Seeing as the web is awash with people relating various milk-related anecdotes,
I thought I would relate my own...
At my boarding school we had little or no pocket money, and little or no access to food outside of school meals. We spent most of our lives in ravenous torment, with ever-growling hollow stomachs.
One summer night, aged 14 or so, I was out wandering the deserted town at the crack of dawn and smoking my umpteenth fag when I saw a milk float stop outside my elderly science teacher's house. I ducked behind a hedge, and when it had gone I sneaked over and helped myself to the bottle of orange juice that had been left along with the milk, before vanishing back to bed for a few snatched hours of sleep before being awoken for breakfast.

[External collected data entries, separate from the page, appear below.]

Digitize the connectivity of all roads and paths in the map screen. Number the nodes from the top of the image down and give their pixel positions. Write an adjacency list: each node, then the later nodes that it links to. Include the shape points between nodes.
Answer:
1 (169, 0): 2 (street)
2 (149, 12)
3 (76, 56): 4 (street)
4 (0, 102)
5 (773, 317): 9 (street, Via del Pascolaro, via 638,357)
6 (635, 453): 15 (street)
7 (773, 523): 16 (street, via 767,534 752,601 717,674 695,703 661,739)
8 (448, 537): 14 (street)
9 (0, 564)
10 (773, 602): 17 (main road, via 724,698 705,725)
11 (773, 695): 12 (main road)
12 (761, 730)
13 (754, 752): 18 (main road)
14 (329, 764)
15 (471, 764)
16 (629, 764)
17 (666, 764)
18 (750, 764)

About a week later I hatched upon an excellent idea. That night I went back to the teacher's house and placed next to his milk order a list of various food items like bread, butter and eggs. Then I waited in the hedge until I saw the milkman come and go. The next night I returned once again and waited until the milkman made his new 'extra' delivery - which I then spirited away, returning to the dormitory as a food-laden hero. Of course the teacher was none the wiser, and soon I was placing ridiculously large 'orders' on the teacher's doorstep, and waiting nightly with a crowd of other boys in the bushes for the milk float to come whirring down the empty road. This continued to snowball until, inevitably, the teacher was horrified (and mystified) to receive his quarterly bill, totalling a few hundred pounds.
After this, the local police began escorting the milk float around in their panda car for a few weeks, and we moved on to more direct ways of obtaining extra food, such as simply breaking into our school kitchens.